__TASK BRIEF__:
Search the data for the word "Right" and copy out every line that has it.

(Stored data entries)
+-------+

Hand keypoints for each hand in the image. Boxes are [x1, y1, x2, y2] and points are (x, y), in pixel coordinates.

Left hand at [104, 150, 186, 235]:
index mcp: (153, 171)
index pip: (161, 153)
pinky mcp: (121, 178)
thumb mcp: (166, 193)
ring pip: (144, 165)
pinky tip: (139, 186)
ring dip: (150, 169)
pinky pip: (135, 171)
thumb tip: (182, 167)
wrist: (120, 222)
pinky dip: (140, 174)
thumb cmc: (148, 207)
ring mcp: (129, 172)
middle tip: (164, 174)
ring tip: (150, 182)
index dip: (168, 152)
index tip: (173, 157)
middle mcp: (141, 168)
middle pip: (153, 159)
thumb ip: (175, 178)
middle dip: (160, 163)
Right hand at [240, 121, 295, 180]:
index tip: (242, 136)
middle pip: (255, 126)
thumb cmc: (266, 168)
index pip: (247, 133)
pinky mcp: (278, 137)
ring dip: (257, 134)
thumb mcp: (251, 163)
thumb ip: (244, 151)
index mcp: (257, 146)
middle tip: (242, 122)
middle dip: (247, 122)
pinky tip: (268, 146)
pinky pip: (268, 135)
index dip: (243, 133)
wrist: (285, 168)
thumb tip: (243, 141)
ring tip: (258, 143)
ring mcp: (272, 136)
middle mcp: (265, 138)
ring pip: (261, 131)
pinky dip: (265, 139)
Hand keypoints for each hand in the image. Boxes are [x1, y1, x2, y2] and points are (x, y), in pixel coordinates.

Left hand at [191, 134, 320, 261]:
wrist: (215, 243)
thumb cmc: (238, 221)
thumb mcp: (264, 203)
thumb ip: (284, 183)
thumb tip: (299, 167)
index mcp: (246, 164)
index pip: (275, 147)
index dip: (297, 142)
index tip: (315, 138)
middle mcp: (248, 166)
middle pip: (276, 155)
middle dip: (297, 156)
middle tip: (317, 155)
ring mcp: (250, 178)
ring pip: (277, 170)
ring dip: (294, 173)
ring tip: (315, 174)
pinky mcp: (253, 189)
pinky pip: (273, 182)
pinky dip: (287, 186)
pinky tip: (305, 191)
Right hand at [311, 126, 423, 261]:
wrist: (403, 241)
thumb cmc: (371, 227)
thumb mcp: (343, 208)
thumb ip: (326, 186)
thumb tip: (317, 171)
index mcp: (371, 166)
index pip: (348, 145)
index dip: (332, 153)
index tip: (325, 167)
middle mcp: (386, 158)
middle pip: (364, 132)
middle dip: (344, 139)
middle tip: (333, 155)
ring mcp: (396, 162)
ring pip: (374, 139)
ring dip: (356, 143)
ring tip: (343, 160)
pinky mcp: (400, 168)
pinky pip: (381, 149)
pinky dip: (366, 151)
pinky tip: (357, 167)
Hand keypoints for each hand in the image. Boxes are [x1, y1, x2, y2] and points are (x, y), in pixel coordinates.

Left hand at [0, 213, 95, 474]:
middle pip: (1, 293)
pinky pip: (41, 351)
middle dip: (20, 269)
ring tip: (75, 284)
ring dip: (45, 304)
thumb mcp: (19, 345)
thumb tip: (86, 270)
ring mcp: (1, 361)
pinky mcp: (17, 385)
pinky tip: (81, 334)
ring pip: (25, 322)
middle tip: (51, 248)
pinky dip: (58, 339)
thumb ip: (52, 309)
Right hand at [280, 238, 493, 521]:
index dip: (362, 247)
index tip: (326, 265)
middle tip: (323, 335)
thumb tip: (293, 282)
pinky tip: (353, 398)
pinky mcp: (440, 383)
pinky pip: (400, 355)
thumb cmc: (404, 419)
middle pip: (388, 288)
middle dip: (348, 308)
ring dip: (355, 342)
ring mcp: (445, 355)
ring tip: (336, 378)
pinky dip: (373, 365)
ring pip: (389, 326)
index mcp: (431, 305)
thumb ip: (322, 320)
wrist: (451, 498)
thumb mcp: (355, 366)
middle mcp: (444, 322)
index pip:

+-------+

__TASK SOLUTION__:
Right hand at [240, 121, 295, 180]:
Right hand at [311, 126, 423, 261]:
Right hand at [280, 238, 493, 521]:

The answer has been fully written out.